Nördliche Drakesberge

6.11.2016: Heute morgen habe ich Johannesburg mit dem sog. BazBus verlassen, um in ein Hostel in die nördlichen Drakensberge zu fahren. Der BazBus ist ein Bussystem, das auf den Strecken von Johannesburg nach Durban und von Durban nach Kapstadt betrieben wird. Dabei verbindet es Hostels direkt miteinander. Ich bin also in Johannesburg im Hostel abgeholt worden und hier im Hostel wieder abgesetzt worden. Das Ticket ist unbegrenzt gültig, und es gibt viele interessante Zwischenstationen. Für Leute, die alleine reisen und/oder kein Auto mieten wollen ist das sehr praktisch. Allerdings fährt der Bus nicht jeden Tag, so dass man auch mal kleine Zwangspausen einlegen muss.

Nach einer ca. 5 -stündigen Fahrt bin  ich in dem Hostel angekommen (Amphitheatre Backpackers Lodge), in dem es sehr schön war. Allerdings eine ganz andere Atmosphäre als in Johannesburg. Es liegt auf dem Land und ist mehr wie eine Urlaubsinsel, etwas zuviel Partyatmosphäre. Nach der Ankunft wurden wir  erstmal über das Tourenangebot informiert. Ich habe mich für den nächsten Tag für eine 5 – 6 stündige Wanderung angemeldet, die mit tolle Ausblicke verspricht. Abends hat es noch sehr stark geregnet, ich hoffe auf besseres Wetter für die morgige Wanderung.

Hostel
Hostel
Mischung aus USA und Schottland
Mischung aus USA und Schottland
Schlafsäale
Schlafsäale
Pool
Pool

 

 

 

 

Hier gibt es viele schöne Räumlichkeiten unter anderem einen Fernsehraum. Ich bin dort nur hingegangen auf der Suche nach Strom, bin da aber mit zwei Fußballfans ins Gespräch gekommen, die hier in der Nähe leben und nur zum Fußball gucken hierher gekommen sind. Es war ein spannendes Spiel mit Verlängerung und 11-Meter Schießen. Leider hat das favorisierte Team am Ende verloren.

Die beiden arbeiten in einem Pumpspeicherkraftwerk hier ganz in der Nähe, sie meinten es gäbe auch ein Besucherzentrum und ich könnte die Anlage sicher besichtigen. Es ist nur 8 km entfernt und ich könnte dort mit dem Mountainbike hinfahren, die hier ausgeliehen werden.

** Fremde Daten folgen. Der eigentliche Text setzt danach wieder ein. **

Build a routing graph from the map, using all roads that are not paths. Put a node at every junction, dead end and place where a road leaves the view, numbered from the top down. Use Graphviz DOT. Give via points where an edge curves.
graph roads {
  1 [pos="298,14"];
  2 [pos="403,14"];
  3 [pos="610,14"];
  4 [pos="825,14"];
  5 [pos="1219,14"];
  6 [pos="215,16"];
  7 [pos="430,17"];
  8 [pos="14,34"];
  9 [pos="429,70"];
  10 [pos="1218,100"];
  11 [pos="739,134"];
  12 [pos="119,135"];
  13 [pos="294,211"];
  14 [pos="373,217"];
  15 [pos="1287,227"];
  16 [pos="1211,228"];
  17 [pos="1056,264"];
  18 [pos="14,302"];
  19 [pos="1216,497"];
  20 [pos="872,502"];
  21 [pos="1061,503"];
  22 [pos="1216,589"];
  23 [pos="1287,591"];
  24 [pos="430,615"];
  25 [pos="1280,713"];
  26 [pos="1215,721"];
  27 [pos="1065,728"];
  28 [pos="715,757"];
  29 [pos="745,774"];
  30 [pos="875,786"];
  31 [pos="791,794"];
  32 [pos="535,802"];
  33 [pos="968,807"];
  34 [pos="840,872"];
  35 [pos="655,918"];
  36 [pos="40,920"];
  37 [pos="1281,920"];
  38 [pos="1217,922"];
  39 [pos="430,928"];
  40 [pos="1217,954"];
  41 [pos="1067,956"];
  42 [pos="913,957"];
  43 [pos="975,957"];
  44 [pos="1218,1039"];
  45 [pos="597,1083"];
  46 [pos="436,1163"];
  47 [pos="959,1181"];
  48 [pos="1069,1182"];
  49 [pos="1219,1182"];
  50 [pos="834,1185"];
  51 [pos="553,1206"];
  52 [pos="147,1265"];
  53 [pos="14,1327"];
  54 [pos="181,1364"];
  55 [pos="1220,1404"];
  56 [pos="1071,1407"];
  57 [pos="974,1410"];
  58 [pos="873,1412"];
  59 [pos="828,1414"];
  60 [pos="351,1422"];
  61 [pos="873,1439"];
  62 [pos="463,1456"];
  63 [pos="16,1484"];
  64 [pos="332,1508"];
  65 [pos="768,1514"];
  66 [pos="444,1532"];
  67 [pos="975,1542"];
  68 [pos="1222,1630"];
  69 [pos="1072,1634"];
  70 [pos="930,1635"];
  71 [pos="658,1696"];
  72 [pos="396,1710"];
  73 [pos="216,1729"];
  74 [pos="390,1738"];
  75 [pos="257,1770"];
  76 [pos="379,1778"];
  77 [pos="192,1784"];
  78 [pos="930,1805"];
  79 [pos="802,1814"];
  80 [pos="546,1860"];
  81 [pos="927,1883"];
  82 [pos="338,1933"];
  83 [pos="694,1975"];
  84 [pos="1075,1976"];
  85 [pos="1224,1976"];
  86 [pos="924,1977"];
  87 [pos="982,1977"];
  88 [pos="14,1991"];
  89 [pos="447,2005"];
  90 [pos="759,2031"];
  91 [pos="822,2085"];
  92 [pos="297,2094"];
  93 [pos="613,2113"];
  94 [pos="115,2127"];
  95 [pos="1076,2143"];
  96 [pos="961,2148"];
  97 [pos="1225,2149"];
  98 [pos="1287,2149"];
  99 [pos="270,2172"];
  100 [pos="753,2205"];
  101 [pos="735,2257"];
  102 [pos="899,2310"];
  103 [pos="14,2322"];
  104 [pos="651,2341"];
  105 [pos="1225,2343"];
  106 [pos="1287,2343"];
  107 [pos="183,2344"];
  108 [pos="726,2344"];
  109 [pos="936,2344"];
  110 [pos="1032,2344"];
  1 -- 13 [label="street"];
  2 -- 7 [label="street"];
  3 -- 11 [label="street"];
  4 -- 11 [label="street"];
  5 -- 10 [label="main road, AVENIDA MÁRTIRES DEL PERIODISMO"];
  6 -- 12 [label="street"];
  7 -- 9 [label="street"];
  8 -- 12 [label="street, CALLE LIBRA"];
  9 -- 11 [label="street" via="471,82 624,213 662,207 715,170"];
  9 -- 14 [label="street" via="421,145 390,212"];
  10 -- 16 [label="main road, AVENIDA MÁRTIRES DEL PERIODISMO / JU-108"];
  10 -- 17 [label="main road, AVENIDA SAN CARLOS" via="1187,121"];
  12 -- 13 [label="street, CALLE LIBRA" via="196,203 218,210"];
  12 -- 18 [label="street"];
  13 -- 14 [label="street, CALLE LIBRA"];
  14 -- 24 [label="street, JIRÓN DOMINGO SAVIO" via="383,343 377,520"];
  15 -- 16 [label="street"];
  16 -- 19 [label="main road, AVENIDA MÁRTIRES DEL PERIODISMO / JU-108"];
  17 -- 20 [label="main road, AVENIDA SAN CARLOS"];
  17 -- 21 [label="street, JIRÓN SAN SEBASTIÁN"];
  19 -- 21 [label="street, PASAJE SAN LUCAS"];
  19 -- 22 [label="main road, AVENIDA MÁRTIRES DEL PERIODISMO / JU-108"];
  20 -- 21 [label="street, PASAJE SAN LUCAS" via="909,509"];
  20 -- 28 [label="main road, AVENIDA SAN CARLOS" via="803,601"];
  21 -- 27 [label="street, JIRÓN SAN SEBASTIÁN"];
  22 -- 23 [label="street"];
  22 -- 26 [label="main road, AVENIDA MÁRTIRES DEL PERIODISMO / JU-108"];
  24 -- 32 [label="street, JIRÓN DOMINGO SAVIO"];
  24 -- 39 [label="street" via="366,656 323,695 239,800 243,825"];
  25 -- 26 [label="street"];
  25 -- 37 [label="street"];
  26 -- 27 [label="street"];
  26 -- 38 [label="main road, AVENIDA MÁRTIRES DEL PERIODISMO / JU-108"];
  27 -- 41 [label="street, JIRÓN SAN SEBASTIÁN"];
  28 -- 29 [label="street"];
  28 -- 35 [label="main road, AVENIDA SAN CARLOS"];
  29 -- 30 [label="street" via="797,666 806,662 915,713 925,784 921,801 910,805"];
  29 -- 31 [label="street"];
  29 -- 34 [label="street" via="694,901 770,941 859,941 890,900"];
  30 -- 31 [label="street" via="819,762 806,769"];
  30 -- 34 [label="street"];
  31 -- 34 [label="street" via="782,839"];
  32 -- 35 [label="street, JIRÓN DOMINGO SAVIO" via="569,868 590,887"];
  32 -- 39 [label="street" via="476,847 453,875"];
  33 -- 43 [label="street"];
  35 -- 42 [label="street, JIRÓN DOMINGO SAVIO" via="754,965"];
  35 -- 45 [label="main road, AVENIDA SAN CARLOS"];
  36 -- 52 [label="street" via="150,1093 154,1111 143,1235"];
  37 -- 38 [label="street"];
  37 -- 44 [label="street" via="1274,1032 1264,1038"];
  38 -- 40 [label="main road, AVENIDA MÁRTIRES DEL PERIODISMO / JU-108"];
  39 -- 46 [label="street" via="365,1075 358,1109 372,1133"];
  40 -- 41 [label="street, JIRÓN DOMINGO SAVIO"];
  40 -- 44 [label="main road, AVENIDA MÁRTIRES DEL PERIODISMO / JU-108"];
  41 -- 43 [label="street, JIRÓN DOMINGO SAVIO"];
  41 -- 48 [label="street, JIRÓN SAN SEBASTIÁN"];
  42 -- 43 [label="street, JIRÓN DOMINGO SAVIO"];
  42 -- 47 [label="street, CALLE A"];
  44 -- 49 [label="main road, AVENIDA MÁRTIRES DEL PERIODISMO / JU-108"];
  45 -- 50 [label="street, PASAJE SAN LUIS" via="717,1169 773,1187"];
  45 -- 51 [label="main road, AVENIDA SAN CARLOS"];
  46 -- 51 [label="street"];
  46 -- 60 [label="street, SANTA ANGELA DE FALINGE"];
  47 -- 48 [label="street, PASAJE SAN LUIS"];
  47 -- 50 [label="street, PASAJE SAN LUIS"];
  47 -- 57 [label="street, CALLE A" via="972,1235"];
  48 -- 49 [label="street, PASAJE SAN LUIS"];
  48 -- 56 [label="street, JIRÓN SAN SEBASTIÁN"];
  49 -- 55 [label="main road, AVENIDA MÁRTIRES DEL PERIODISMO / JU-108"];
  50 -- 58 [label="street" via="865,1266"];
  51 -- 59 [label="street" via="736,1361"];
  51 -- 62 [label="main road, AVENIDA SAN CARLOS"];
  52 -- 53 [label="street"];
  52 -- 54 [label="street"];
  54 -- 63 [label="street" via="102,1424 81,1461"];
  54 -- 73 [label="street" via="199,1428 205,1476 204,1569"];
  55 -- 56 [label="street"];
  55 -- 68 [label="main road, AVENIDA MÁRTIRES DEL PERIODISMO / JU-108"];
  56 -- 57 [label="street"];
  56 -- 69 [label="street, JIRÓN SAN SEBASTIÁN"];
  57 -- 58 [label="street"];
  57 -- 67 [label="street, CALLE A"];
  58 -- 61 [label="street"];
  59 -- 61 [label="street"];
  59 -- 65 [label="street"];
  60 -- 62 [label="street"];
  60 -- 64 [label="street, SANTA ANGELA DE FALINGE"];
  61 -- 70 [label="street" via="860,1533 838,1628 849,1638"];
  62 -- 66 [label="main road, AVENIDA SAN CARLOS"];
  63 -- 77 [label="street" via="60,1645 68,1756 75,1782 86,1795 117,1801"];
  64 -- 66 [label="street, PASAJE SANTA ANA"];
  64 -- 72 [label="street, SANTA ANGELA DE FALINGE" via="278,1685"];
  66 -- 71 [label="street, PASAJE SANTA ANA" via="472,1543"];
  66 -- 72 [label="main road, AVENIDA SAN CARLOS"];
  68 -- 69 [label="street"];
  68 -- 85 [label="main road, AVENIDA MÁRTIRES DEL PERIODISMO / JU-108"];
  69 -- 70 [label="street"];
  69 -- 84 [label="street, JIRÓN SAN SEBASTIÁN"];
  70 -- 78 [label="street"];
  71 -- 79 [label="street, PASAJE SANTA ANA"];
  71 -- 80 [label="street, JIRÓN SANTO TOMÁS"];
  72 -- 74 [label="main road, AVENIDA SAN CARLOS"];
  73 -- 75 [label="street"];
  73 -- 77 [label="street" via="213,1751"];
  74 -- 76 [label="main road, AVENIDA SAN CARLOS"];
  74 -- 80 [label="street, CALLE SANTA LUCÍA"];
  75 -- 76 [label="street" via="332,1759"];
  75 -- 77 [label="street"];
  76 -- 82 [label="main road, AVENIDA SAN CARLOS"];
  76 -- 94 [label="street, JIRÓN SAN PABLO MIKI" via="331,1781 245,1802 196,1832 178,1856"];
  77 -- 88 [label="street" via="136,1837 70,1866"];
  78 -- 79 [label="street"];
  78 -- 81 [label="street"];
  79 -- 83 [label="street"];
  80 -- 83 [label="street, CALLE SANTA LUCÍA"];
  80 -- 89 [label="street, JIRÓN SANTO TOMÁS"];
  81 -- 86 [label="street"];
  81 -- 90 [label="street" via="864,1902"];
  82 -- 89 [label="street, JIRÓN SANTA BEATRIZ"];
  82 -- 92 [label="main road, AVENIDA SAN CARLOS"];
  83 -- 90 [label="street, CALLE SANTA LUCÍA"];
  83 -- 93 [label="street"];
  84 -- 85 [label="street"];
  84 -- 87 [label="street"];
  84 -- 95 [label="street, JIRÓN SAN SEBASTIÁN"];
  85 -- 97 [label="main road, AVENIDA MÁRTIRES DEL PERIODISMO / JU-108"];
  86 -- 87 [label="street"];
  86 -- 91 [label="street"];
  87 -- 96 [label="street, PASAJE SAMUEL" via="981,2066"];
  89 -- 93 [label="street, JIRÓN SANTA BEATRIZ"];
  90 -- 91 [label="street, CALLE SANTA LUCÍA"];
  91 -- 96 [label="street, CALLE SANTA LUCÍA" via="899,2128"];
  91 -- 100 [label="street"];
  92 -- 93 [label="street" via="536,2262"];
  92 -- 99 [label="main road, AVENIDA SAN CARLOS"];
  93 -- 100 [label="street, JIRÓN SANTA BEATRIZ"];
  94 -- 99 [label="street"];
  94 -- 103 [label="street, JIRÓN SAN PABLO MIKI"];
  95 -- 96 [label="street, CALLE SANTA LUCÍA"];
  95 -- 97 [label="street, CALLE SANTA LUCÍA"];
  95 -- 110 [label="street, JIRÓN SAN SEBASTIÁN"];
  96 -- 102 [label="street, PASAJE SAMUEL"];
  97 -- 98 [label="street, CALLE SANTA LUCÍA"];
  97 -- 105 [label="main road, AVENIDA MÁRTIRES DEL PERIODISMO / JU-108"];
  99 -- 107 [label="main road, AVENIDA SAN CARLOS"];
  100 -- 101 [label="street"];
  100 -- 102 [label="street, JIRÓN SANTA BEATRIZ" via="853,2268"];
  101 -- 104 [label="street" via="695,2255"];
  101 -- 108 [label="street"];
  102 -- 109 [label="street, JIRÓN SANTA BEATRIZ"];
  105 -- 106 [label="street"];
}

Später kamen zwei andere junge Männer die sich für die englische Premier-League interessiert haben. Die beiden kamen aus Zimbabwe und sind vor drei Jahren geflüchtet. Jetzt arbeiten sie hier im Hostel und sind für allgemeine Wartungsarbeiten zuständig. Nach ihrer Schätzung sei schon die halbe Bevölkerung aus Zimbabwe geflüchtet und die Verhältnisse würden immer schlimmer werden. Ihre Familien leben allerdings noch dort und sie schicken das Geld, dass sie hier verdienen zu ihren Familien.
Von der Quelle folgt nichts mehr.